* WORK REQUEST *
Please reproduce each line of the data below as it stands.

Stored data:
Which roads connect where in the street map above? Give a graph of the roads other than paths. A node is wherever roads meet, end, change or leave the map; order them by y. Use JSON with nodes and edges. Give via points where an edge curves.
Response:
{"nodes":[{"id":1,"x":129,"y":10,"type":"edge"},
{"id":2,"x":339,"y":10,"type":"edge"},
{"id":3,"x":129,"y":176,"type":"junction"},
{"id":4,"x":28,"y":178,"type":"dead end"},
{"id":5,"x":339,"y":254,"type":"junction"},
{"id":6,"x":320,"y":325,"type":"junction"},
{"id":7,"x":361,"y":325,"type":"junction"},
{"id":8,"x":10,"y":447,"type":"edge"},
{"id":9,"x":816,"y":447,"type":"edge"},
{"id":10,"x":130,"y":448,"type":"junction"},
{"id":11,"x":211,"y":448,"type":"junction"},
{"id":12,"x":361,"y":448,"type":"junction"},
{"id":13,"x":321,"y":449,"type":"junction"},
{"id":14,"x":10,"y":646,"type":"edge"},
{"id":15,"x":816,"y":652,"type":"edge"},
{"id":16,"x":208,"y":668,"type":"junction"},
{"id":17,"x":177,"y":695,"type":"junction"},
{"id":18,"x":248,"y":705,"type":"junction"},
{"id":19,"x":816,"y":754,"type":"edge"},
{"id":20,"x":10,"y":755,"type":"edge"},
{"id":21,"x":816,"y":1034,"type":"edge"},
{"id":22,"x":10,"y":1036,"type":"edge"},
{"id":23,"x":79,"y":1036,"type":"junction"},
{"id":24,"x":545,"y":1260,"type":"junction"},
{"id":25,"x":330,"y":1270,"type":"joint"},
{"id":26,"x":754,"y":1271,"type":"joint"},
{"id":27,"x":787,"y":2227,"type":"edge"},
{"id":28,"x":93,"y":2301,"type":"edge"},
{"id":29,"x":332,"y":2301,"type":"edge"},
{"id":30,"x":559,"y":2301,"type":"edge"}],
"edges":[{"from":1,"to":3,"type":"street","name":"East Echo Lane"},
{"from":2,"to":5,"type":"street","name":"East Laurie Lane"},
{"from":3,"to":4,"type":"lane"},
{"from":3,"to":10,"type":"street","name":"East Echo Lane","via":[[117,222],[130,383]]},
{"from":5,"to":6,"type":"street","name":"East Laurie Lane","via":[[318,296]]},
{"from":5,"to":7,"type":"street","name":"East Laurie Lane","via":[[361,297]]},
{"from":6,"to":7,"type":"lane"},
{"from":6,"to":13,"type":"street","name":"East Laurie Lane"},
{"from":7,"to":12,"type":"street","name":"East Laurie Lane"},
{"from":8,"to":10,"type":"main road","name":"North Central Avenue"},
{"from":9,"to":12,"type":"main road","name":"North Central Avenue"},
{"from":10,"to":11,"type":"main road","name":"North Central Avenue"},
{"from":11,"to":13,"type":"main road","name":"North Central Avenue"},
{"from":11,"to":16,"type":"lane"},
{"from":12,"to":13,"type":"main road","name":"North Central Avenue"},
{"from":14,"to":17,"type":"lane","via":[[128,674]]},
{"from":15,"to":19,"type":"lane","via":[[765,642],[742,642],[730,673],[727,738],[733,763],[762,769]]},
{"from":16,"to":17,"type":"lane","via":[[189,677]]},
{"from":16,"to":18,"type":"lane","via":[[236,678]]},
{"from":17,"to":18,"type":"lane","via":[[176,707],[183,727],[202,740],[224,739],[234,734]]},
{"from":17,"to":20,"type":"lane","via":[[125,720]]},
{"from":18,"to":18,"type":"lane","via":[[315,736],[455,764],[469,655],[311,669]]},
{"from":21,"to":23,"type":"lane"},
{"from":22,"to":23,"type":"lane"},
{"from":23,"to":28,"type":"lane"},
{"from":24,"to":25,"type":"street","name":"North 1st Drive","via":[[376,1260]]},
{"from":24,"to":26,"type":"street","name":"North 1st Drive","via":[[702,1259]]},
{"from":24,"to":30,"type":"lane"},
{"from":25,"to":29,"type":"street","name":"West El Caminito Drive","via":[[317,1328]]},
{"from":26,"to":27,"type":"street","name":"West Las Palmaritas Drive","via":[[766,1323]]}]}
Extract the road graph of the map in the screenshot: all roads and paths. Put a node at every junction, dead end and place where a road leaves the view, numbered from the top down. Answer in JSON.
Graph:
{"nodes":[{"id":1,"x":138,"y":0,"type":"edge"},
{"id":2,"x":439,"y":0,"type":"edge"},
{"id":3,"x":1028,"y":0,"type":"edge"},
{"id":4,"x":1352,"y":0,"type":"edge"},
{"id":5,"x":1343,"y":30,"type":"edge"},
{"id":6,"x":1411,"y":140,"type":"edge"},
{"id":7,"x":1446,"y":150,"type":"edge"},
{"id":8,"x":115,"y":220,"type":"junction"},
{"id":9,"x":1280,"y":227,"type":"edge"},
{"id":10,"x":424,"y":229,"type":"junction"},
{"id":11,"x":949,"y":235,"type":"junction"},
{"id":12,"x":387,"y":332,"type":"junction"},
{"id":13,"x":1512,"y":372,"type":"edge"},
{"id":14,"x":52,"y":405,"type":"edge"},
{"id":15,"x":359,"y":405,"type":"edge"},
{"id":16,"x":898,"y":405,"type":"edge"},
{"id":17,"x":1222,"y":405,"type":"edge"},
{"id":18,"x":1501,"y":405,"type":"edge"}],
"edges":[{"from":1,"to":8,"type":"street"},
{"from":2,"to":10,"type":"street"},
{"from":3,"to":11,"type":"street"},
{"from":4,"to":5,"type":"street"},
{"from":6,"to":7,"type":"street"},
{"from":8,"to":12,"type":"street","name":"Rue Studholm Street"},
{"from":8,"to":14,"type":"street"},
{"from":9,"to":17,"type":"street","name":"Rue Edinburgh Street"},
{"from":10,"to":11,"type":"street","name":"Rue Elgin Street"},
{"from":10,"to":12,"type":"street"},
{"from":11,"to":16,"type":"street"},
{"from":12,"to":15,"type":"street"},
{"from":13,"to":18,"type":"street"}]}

* RESULT *
Which roads connect where in the street map above? Give a graph of the roads other than paths. A node is wherever roads meet, end, change or leave the map; order them by y. Use JSON with nodes and edges. Give via points where an edge curves.
Response:
{"nodes":[{"id":1,"x":129,"y":10,"type":"edge"},
{"id":2,"x":339,"y":10,"type":"edge"},
{"id":3,"x":129,"y":176,"type":"junction"},
{"id":4,"x":28,"y":178,"type":"dead end"},
{"id":5,"x":339,"y":254,"type":"junction"},
{"id":6,"x":320,"y":325,"type":"junction"},
{"id":7,"x":361,"y":325,"type":"junction"},
{"id":8,"x":10,"y":447,"type":"edge"},
{"id":9,"x":816,"y":447,"type":"edge"},
{"id":10,"x":130,"y":448,"type":"junction"},
{"id":11,"x":211,"y":448,"type":"junction"},
{"id":12,"x":361,"y":448,"type":"junction"},
{"id":13,"x":321,"y":449,"type":"junction"},
{"id":14,"x":10,"y":646,"type":"edge"},
{"id":15,"x":816,"y":652,"type":"edge"},
{"id":16,"x":208,"y":668,"type":"junction"},
{"id":17,"x":177,"y":695,"type":"junction"},
{"id":18,"x":248,"y":705,"type":"junction"},
{"id":19,"x":816,"y":754,"type":"edge"},
{"id":20,"x":10,"y":755,"type":"edge"},
{"id":21,"x":816,"y":1034,"type":"edge"},
{"id":22,"x":10,"y":1036,"type":"edge"},
{"id":23,"x":79,"y":1036,"type":"junction"},
{"id":24,"x":545,"y":1260,"type":"junction"},
{"id":25,"x":330,"y":1270,"type":"joint"},
{"id":26,"x":754,"y":1271,"type":"joint"},
{"id":27,"x":787,"y":2227,"type":"edge"},
{"id":28,"x":93,"y":2301,"type":"edge"},
{"id":29,"x":332,"y":2301,"type":"edge"},
{"id":30,"x":559,"y":2301,"type":"edge"}],
"edges":[{"from":1,"to":3,"type":"street","name":"East Echo Lane"},
{"from":2,"to":5,"type":"street","name":"East Laurie Lane"},
{"from":3,"to":4,"type":"lane"},
{"from":3,"to":10,"type":"street","name":"East Echo Lane","via":[[117,222],[130,383]]},
{"from":5,"to":6,"type":"street","name":"East Laurie Lane","via":[[318,296]]},
{"from":5,"to":7,"type":"street","name":"East Laurie Lane","via":[[361,297]]},
{"from":6,"to":7,"type":"lane"},
{"from":6,"to":13,"type":"street","name":"East Laurie Lane"},
{"from":7,"to":12,"type":"street","name":"East Laurie Lane"},
{"from":8,"to":10,"type":"main road","name":"North Central Avenue"},
{"from":9,"to":12,"type":"main road","name":"North Central Avenue"},
{"from":10,"to":11,"type":"main road","name":"North Central Avenue"},
{"from":11,"to":13,"type":"main road","name":"North Central Avenue"},
{"from":11,"to":16,"type":"lane"},
{"from":12,"to":13,"type":"main road","name":"North Central Avenue"},
{"from":14,"to":17,"type":"lane","via":[[128,674]]},
{"from":15,"to":19,"type":"lane","via":[[765,642],[742,642],[730,673],[727,738],[733,763],[762,769]]},
{"from":16,"to":17,"type":"lane","via":[[189,677]]},
{"from":16,"to":18,"type":"lane","via":[[236,678]]},
{"from":17,"to":18,"type":"lane","via":[[176,707],[183,727],[202,740],[224,739],[234,734]]},
{"from":17,"to":20,"type":"lane","via":[[125,720]]},
{"from":18,"to":18,"type":"lane","via":[[315,736],[455,764],[469,655],[311,669]]},
{"from":21,"to":23,"type":"lane"},
{"from":22,"to":23,"type":"lane"},
{"from":23,"to":28,"type":"lane"},
{"from":24,"to":25,"type":"street","name":"North 1st Drive","via":[[376,1260]]},
{"from":24,"to":26,"type":"street","name":"North 1st Drive","via":[[702,1259]]},
{"from":24,"to":30,"type":"lane"},
{"from":25,"to":29,"type":"street","name":"West El Caminito Drive","via":[[317,1328]]},
{"from":26,"to":27,"type":"street","name":"West Las Palmaritas Drive","via":[[766,1323]]}]}
Extract the road graph of the map in the screenshot: all roads and paths. Put a node at every junction, dead end and place where a road leaves the view, numbered from the top down. Answer in JSON.
Graph:
{"nodes":[{"id":1,"x":138,"y":0,"type":"edge"},
{"id":2,"x":439,"y":0,"type":"edge"},
{"id":3,"x":1028,"y":0,"type":"edge"},
{"id":4,"x":1352,"y":0,"type":"edge"},
{"id":5,"x":1343,"y":30,"type":"edge"},
{"id":6,"x":1411,"y":140,"type":"edge"},
{"id":7,"x":1446,"y":150,"type":"edge"},
{"id":8,"x":115,"y":220,"type":"junction"},
{"id":9,"x":1280,"y":227,"type":"edge"},
{"id":10,"x":424,"y":229,"type":"junction"},
{"id":11,"x":949,"y":235,"type":"junction"},
{"id":12,"x":387,"y":332,"type":"junction"},
{"id":13,"x":1512,"y":372,"type":"edge"},
{"id":14,"x":52,"y":405,"type":"edge"},
{"id":15,"x":359,"y":405,"type":"edge"},
{"id":16,"x":898,"y":405,"type":"edge"},
{"id":17,"x":1222,"y":405,"type":"edge"},
{"id":18,"x":1501,"y":405,"type":"edge"}],
"edges":[{"from":1,"to":8,"type":"street"},
{"from":2,"to":10,"type":"street"},
{"from":3,"to":11,"type":"street"},
{"from":4,"to":5,"type":"street"},
{"from":6,"to":7,"type":"street"},
{"from":8,"to":12,"type":"street","name":"Rue Studholm Street"},
{"from":8,"to":14,"type":"street"},
{"from":9,"to":17,"type":"street","name":"Rue Edinburgh Street"},
{"from":10,"to":11,"type":"street","name":"Rue Elgin Street"},
{"from":10,"to":12,"type":"street"},
{"from":11,"to":16,"type":"street"},
{"from":12,"to":15,"type":"street"},
{"from":13,"to":18,"type":"street"}]}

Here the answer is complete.